FIRE in Japan im Jahr 2026: das Wichtigste
Japan ist die Wette auf Qualität, nicht auf null Steuern. Es bietet die höchste Sicherheit des gesamten Hubs (Platz 12 im Global Peace Index 2025, Wert 1,440), die beste Bildung (PISA-Durchschnitt 533), eine außergewöhnliche Gastronomie und Infrastruktur sowie einen historisch schwachen Yen (rund 183 JPY/EUR), der den Alltag für Bezieher eines Euro-Einkommens überraschend erschwinglich macht. Für ein FIRE-Profil, das eher vom Lebensumfeld als von reiner Optimierung getrieben ist, halten wenige Ziele mit.
Die Besteuerung birgt einen echten Vorteil, der jedoch wenig bekannt und befristet ist. Während der ersten 5 Jahre der Ansässigkeit besteuert der Status des nicht dauerhaft Ansässigen Einkünfte aus ausländischer Quelle nur, wenn sie nach Japan überwiesen werden: Ein Anleger, der von seinem ausländischen Portfolio lebt, ohne es zu überweisen, kann dieses Fenster nahezu steuerfrei durchlaufen. Nach Ablauf wird Kapital pauschal mit 20,315 % besteuert, mit Anrechnung ausländischer Steuern, also unter der deutschen Abgeltungsteuer von 26,375 % auf Dividenden und Veräußerungsgewinne. Es gibt keine Vermögensteuer, doch die Erbschaft in direkter Linie reicht von 10 bis 55 %, zu den höchsten der Welt, und eine Wegzugssteuer trifft nicht realisierte Gewinne über 100 Mio. JPY beim Verlassen des Landes.

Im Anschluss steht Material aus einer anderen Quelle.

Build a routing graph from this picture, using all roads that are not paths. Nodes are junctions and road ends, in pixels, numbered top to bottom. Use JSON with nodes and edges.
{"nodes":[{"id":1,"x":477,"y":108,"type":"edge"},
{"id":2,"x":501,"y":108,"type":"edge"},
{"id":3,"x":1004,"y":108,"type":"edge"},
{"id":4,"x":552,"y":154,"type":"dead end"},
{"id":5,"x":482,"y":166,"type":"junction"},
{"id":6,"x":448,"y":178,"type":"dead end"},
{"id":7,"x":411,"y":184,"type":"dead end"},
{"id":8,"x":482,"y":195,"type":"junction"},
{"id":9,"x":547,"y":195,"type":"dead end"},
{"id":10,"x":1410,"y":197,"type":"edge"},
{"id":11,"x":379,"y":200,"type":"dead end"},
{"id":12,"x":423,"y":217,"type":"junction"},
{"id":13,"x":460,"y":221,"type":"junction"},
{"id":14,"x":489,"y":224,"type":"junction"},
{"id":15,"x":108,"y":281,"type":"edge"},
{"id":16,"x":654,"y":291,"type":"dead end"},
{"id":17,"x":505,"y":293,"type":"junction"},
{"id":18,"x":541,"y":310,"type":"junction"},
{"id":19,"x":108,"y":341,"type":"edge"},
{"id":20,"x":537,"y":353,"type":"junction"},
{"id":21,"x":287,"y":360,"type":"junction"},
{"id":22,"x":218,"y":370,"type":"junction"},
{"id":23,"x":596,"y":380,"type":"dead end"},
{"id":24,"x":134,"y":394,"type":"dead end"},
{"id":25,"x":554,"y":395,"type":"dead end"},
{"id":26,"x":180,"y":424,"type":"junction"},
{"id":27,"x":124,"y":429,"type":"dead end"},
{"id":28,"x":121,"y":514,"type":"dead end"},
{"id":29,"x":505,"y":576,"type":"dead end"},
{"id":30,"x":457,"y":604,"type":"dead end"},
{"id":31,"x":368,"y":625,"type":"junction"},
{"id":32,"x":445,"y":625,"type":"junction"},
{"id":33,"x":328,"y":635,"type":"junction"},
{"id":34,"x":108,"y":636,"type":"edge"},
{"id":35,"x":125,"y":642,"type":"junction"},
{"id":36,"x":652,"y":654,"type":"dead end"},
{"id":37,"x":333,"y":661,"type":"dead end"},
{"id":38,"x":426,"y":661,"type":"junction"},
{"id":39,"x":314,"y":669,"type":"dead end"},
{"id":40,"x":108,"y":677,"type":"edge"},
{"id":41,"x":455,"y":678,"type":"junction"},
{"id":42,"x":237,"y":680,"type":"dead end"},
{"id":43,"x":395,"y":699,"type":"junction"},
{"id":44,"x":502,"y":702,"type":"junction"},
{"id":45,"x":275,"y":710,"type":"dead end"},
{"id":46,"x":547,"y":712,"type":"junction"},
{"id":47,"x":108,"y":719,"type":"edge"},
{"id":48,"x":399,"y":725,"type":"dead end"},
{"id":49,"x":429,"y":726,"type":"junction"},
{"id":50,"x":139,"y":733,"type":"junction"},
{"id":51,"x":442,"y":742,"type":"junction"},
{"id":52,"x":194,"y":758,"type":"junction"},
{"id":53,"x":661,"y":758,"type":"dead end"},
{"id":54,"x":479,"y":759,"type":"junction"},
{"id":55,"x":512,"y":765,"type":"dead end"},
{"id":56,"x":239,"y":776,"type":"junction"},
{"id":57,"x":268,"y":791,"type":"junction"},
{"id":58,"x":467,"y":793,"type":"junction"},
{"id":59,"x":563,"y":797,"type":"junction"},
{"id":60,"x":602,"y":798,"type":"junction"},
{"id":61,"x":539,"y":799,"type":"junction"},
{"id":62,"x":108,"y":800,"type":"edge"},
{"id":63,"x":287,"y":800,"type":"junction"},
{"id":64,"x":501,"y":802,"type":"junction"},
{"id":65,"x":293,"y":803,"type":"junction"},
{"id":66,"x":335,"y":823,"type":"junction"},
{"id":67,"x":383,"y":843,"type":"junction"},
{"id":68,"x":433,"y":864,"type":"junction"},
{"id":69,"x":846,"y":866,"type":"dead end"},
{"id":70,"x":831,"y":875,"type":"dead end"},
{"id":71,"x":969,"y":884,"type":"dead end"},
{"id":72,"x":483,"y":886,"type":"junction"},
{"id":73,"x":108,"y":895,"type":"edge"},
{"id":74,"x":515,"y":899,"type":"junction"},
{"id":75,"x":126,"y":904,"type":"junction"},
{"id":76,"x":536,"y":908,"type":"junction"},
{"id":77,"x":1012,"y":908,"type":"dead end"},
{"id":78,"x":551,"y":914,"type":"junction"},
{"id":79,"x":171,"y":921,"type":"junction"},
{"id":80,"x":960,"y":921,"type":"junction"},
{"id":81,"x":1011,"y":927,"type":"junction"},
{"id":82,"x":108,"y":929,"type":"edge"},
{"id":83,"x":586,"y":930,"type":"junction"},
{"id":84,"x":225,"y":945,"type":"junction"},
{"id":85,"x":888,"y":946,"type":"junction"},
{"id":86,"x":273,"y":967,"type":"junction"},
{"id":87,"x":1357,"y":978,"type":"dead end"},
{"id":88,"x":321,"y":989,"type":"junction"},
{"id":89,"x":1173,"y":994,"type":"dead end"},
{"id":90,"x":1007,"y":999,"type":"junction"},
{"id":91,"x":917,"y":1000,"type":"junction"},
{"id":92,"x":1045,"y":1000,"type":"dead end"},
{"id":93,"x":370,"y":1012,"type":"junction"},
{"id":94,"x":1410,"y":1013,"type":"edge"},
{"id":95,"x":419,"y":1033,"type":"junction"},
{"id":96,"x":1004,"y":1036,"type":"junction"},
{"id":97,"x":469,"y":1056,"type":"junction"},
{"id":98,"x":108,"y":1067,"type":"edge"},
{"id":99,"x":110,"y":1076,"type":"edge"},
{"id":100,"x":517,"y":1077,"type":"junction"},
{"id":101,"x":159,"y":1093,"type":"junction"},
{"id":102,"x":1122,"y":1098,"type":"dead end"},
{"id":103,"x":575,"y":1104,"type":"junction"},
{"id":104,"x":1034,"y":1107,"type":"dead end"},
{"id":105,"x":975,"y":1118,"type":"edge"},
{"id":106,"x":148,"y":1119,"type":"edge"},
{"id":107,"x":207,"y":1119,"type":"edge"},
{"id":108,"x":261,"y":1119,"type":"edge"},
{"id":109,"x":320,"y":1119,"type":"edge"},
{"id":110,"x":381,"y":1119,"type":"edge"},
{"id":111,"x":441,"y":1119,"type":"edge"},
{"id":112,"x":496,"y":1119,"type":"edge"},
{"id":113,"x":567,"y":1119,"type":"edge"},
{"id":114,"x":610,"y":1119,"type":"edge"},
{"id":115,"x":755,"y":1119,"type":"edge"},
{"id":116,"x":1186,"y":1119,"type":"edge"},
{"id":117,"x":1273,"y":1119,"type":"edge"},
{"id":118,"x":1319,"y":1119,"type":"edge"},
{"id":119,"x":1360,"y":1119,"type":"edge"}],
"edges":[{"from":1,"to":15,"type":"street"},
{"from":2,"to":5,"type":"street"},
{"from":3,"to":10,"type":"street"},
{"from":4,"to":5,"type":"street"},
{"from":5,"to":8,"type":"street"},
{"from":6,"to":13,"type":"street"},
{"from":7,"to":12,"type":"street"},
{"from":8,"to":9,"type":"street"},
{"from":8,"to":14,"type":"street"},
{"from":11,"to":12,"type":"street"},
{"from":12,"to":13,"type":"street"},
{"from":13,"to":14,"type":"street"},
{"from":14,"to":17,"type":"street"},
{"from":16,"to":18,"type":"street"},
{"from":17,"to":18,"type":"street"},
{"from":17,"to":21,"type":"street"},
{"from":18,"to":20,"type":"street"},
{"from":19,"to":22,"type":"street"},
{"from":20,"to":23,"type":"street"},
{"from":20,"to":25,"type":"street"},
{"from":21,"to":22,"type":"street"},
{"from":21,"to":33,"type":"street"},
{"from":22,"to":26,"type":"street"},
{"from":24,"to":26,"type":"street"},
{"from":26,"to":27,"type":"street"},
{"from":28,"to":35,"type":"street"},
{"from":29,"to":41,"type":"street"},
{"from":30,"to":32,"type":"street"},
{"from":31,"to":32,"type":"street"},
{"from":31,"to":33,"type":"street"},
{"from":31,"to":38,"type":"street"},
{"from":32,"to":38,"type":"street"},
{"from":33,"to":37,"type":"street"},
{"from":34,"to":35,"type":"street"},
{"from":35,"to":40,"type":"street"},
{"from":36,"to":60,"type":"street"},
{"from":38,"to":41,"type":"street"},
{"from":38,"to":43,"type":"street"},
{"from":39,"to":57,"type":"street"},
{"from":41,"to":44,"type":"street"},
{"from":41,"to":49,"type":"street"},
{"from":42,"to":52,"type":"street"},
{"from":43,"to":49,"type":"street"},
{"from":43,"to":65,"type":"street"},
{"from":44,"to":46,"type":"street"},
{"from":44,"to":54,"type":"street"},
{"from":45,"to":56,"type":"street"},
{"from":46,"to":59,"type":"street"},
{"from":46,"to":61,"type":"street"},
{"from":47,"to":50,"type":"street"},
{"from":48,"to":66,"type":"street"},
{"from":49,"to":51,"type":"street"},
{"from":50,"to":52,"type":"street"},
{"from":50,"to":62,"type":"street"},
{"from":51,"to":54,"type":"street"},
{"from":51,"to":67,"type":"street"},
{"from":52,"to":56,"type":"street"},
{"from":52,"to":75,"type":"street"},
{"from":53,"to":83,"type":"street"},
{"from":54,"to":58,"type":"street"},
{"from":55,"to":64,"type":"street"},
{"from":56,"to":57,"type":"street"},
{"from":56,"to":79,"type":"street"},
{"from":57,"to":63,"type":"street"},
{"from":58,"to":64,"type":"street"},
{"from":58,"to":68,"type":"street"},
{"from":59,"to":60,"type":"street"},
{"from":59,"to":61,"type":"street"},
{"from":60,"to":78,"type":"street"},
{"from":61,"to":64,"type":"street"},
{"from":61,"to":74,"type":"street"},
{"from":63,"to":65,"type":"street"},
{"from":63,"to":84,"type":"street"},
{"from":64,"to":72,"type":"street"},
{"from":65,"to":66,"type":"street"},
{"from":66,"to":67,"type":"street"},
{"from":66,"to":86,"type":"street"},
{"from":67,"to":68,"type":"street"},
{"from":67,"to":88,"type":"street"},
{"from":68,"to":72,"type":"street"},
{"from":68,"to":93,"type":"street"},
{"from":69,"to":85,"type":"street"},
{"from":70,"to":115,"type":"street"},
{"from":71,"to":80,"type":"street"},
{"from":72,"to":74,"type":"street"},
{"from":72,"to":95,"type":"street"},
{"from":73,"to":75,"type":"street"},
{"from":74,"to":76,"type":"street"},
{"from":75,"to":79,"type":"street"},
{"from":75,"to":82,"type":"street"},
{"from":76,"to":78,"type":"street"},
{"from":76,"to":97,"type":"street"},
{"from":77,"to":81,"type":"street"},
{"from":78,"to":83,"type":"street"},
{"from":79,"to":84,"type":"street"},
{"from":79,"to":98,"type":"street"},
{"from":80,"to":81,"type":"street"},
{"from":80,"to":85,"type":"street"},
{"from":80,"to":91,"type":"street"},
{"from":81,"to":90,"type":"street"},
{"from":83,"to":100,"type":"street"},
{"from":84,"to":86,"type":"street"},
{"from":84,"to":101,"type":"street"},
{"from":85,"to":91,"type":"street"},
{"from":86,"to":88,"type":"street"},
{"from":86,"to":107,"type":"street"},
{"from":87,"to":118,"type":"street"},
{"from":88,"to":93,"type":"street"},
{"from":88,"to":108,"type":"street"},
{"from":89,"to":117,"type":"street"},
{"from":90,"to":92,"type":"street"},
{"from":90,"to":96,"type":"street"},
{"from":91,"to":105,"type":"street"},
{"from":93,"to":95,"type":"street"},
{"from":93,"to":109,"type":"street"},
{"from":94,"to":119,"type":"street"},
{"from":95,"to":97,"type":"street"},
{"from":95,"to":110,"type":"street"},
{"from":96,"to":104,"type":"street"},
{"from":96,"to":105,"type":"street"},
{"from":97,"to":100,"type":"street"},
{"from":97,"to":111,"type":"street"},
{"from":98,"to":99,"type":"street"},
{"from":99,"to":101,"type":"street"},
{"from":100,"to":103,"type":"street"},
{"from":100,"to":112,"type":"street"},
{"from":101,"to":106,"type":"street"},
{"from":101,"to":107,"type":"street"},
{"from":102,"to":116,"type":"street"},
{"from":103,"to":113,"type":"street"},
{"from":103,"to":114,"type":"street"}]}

Ideale Zielgruppe: Profile mit Fokus auf Lebensqualität und Kultur, oft erwerbstätig oder mit japanischem Ehepartner, die über ein Arbeits- oder Familienvisum einreisen und das 5-Jahres-Fenster als Bonus sehen, nicht als Grundlage des Vorhabens. Zu meidendes Profil: der reine Privatier, der hofft, sich ohne Arbeitseinkommen langfristig niederzulassen. Der Haken ist das Visum: Es gibt kein Rentnervisum, das Designated Activity No. 40 dauert nur 12 nicht verlängerbare Monate und zählt nicht für die Daueraufenthaltsgenehmigung, und die Erbschaftsteuer erfasst das weltweite Vermögen, sobald die Niederlassung dauerhaft ist.
In Japan entgehen Ihre nicht überwiesenen ausländischen Einkünfte 5 Jahre lang der Steuer; danach kommt Kapital pauschal mit 20,315 % heraus, unter der deutschen Abgeltungsteuer von 26,375 %
Der Status des nicht dauerhaft Ansässigen (Ihre ersten 5 Jahre der Ansässigkeit innerhalb der letzten 10) besteuert Einkünfte aus ausländischer Quelle nur, wenn sie nach Japan überwiesen werden: Ein Anleger, der von seinem ausländischen Portfolio lebt, ohne das Geld ins Land zu bringen, kann dieses Fenster nahezu steuerfrei durchlaufen. Nach Ablauf werden Dividenden und Veräußerungsgewinne pauschal mit 20,315 % besteuert, mit Anrechnung ausländischer Steuern, unter der deutschen Abgeltungsteuer von 26,375 %. Doch Japan ist keine Privatier-Struktur: Es gibt kein Rentnervisum, die Erbschaft in direkter Linie steigt bis 55 %, und eine Wegzugssteuer trifft nicht realisierte Gewinne über 100 Mio. JPY beim Verlassen.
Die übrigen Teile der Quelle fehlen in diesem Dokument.